DIRECTIONS —
A verbatim copy of the whole listing is what is needed.

Top of EXERCISE INPUT

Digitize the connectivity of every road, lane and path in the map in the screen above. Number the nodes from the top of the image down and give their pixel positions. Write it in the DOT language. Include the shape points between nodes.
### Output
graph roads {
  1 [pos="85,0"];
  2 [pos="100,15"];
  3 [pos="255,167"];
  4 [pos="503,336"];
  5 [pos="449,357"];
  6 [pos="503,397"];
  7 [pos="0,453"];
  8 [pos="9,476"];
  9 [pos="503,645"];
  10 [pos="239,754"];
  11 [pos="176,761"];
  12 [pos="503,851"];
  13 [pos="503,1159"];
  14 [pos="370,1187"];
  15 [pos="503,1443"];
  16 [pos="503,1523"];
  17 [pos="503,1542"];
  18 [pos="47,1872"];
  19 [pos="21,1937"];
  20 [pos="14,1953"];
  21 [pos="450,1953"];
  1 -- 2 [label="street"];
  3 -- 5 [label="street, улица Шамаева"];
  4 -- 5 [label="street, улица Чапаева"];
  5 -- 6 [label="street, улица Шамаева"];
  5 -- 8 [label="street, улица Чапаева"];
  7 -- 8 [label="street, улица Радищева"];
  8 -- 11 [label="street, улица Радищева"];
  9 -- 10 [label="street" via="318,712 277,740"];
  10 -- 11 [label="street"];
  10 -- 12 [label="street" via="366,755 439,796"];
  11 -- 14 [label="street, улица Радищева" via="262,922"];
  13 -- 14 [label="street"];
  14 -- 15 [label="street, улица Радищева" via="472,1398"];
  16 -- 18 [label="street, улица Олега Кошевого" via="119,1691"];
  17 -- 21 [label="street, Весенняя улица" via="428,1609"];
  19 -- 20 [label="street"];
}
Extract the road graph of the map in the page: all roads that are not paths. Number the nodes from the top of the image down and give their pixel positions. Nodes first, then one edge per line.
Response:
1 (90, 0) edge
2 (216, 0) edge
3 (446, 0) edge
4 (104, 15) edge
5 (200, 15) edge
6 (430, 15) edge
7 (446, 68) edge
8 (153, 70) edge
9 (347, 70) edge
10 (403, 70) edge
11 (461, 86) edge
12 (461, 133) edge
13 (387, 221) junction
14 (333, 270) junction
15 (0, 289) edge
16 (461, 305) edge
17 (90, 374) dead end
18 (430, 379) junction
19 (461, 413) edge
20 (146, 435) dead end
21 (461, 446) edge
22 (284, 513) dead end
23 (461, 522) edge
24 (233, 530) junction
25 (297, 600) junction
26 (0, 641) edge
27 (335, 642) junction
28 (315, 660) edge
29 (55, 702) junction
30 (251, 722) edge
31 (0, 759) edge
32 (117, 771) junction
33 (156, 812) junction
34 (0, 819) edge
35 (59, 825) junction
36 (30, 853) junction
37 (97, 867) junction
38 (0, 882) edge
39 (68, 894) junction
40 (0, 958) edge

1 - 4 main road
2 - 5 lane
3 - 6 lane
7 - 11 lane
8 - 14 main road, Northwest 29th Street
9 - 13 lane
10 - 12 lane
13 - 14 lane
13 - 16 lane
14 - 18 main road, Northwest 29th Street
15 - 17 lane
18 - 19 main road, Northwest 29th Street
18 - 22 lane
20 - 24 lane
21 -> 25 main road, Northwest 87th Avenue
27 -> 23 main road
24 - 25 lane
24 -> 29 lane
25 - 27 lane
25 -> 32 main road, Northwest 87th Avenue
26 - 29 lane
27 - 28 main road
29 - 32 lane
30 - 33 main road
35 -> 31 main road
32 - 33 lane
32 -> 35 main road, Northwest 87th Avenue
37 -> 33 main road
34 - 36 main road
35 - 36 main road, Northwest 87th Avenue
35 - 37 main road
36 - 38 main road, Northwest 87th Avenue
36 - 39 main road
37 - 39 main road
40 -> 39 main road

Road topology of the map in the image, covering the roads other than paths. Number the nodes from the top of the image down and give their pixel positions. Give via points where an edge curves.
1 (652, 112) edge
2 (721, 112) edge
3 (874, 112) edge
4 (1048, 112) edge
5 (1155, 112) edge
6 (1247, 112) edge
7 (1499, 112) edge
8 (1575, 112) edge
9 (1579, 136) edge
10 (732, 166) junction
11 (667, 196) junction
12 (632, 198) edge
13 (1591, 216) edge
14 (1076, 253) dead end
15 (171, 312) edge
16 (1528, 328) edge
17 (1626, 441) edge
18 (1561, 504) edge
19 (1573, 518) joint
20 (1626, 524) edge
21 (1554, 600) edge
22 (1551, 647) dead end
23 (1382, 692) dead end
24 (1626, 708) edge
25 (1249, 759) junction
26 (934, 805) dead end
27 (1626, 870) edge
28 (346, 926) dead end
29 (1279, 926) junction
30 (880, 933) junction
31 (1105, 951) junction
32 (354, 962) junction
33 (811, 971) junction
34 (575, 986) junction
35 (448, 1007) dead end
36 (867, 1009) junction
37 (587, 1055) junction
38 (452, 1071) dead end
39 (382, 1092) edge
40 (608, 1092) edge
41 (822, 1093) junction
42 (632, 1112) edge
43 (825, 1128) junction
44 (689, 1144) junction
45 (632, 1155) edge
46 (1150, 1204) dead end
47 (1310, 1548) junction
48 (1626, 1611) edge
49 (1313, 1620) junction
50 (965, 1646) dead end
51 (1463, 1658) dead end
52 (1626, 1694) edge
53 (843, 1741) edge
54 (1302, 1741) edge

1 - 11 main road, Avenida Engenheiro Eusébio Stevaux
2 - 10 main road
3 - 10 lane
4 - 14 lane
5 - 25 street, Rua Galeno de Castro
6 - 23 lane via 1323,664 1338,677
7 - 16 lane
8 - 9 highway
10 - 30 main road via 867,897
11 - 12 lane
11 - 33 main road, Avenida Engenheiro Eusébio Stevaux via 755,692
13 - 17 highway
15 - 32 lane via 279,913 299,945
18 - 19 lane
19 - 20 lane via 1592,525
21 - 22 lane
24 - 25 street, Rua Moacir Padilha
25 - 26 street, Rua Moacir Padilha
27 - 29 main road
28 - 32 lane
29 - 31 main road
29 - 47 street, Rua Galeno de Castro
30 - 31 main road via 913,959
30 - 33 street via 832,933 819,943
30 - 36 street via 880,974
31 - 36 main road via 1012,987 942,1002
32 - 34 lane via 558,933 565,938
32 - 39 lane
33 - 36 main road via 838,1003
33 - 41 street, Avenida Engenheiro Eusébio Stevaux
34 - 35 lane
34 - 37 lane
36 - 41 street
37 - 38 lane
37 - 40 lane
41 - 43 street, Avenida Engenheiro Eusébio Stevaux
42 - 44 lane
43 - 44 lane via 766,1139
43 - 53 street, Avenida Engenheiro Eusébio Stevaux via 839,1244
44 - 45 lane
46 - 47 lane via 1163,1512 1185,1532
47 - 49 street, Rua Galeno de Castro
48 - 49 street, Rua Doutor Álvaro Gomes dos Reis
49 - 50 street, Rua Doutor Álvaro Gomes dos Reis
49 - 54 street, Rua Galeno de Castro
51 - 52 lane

Bottom of EXERCISE INPUT

TASK OUTPUT —
Digitize the connectivity of every road, lane and path in the map in the screen above. Number the nodes from the top of the image down and give their pixel positions. Write it in the DOT language. Include the shape points between nodes.
### Output
graph roads {
  1 [pos="85,0"];
  2 [pos="100,15"];
  3 [pos="255,167"];
  4 [pos="503,336"];
  5 [pos="449,357"];
  6 [pos="503,397"];
  7 [pos="0,453"];
  8 [pos="9,476"];
  9 [pos="503,645"];
  10 [pos="239,754"];
  11 [pos="176,761"];
  12 [pos="503,851"];
  13 [pos="503,1159"];
  14 [pos="370,1187"];
  15 [pos="503,1443"];
  16 [pos="503,1523"];
  17 [pos="503,1542"];
  18 [pos="47,1872"];
  19 [pos="21,1937"];
  20 [pos="14,1953"];
  21 [pos="450,1953"];
  1 -- 2 [label="street"];
  3 -- 5 [label="street, улица Шамаева"];
  4 -- 5 [label="street, улица Чапаева"];
  5 -- 6 [label="street, улица Шамаева"];
  5 -- 8 [label="street, улица Чапаева"];
  7 -- 8 [label="street, улица Радищева"];
  8 -- 11 [label="street, улица Радищева"];
  9 -- 10 [label="street" via="318,712 277,740"];
  10 -- 11 [label="street"];
  10 -- 12 [label="street" via="366,755 439,796"];
  11 -- 14 [label="street, улица Радищева" via="262,922"];
  13 -- 14 [label="street"];
  14 -- 15 [label="street, улица Радищева" via="472,1398"];
  16 -- 18 [label="street, улица Олега Кошевого" via="119,1691"];
  17 -- 21 [label="street, Весенняя улица" via="428,1609"];
  19 -- 20 [label="street"];
}
Extract the road graph of the map in the page: all roads that are not paths. Number the nodes from the top of the image down and give their pixel positions. Nodes first, then one edge per line.
Response:
1 (90, 0) edge
2 (216, 0) edge
3 (446, 0) edge
4 (104, 15) edge
5 (200, 15) edge
6 (430, 15) edge
7 (446, 68) edge
8 (153, 70) edge
9 (347, 70) edge
10 (403, 70) edge
11 (461, 86) edge
12 (461, 133) edge
13 (387, 221) junction
14 (333, 270) junction
15 (0, 289) edge
16 (461, 305) edge
17 (90, 374) dead end
18 (430, 379) junction
19 (461, 413) edge
20 (146, 435) dead end
21 (461, 446) edge
22 (284, 513) dead end
23 (461, 522) edge
24 (233, 530) junction
25 (297, 600) junction
26 (0, 641) edge
27 (335, 642) junction
28 (315, 660) edge
29 (55, 702) junction
30 (251, 722) edge
31 (0, 759) edge
32 (117, 771) junction
33 (156, 812) junction
34 (0, 819) edge
35 (59, 825) junction
36 (30, 853) junction
37 (97, 867) junction
38 (0, 882) edge
39 (68, 894) junction
40 (0, 958) edge

1 - 4 main road
2 - 5 lane
3 - 6 lane
7 - 11 lane
8 - 14 main road, Northwest 29th Street
9 - 13 lane
10 - 12 lane
13 - 14 lane
13 - 16 lane
14 - 18 main road, Northwest 29th Street
15 - 17 lane
18 - 19 main road, Northwest 29th Street
18 - 22 lane
20 - 24 lane
21 -> 25 main road, Northwest 87th Avenue
27 -> 23 main road
24 - 25 lane
24 -> 29 lane
25 - 27 lane
25 -> 32 main road, Northwest 87th Avenue
26 - 29 lane
27 - 28 main road
29 - 32 lane
30 - 33 main road
35 -> 31 main road
32 - 33 lane
32 -> 35 main road, Northwest 87th Avenue
37 -> 33 main road
34 - 36 main road
35 - 36 main road, Northwest 87th Avenue
35 - 37 main road
36 - 38 main road, Northwest 87th Avenue
36 - 39 main road
37 - 39 main road
40 -> 39 main road

Road topology of the map in the image, covering the roads other than paths. Number the nodes from the top of the image down and give their pixel positions. Give via points where an edge curves.
1 (652, 112) edge
2 (721, 112) edge
3 (874, 112) edge
4 (1048, 112) edge
5 (1155, 112) edge
6 (1247, 112) edge
7 (1499, 112) edge
8 (1575, 112) edge
9 (1579, 136) edge
10 (732, 166) junction
11 (667, 196) junction
12 (632, 198) edge
13 (1591, 216) edge
14 (1076, 253) dead end
15 (171, 312) edge
16 (1528, 328) edge
17 (1626, 441) edge
18 (1561, 504) edge
19 (1573, 518) joint
20 (1626, 524) edge
21 (1554, 600) edge
22 (1551, 647) dead end
23 (1382, 692) dead end
24 (1626, 708) edge
25 (1249, 759) junction
26 (934, 805) dead end
27 (1626, 870) edge
28 (346, 926) dead end
29 (1279, 926) junction
30 (880, 933) junction
31 (1105, 951) junction
32 (354, 962) junction
33 (811, 971) junction
34 (575, 986) junction
35 (448, 1007) dead end
36 (867, 1009) junction
37 (587, 1055) junction
38 (452, 1071) dead end
39 (382, 1092) edge
40 (608, 1092) edge
41 (822, 1093) junction
42 (632, 1112) edge
43 (825, 1128) junction
44 (689, 1144) junction
45 (632, 1155) edge
46 (1150, 1204) dead end
47 (1310, 1548) junction
48 (1626, 1611) edge
49 (1313, 1620) junction
50 (965, 1646) dead end
51 (1463, 1658) dead end
52 (1626, 1694) edge
53 (843, 1741) edge
54 (1302, 1741) edge

1 - 11 main road, Avenida Engenheiro Eusébio Stevaux
2 - 10 main road
3 - 10 lane
4 - 14 lane
5 - 25 street, Rua Galeno de Castro
6 - 23 lane via 1323,664 1338,677
7 - 16 lane
8 - 9 highway
10 - 30 main road via 867,897
11 - 12 lane
11 - 33 main road, Avenida Engenheiro Eusébio Stevaux via 755,692
13 - 17 highway
15 - 32 lane via 279,913 299,945
18 - 19 lane
19 - 20 lane via 1592,525
21 - 22 lane
24 - 25 street, Rua Moacir Padilha
25 - 26 street, Rua Moacir Padilha
27 - 29 main road
28 - 32 lane
29 - 31 main road
29 - 47 street, Rua Galeno de Castro
30 - 31 main road via 913,959
30 - 33 street via 832,933 819,943
30 - 36 street via 880,974
31 - 36 main road via 1012,987 942,1002
32 - 34 lane via 558,933 565,938
32 - 39 lane
33 - 36 main road via 838,1003
33 - 41 street, Avenida Engenheiro Eusébio Stevaux
34 - 35 lane
34 - 37 lane
36 - 41 street
37 - 38 lane
37 - 40 lane
41 - 43 street, Avenida Engenheiro Eusébio Stevaux
42 - 44 lane
43 - 44 lane via 766,1139
43 - 53 street, Avenida Engenheiro Eusébio Stevaux via 839,1244
44 - 45 lane
46 - 47 lane via 1163,1512 1185,1532
47 - 49 street, Rua Galeno de Castro
48 - 49 street, Rua Doutor Álvaro Gomes dos Reis
49 - 50 street, Rua Doutor Álvaro Gomes dos Reis
49 - 54 street, Rua Galeno de Castro
51 - 52 lane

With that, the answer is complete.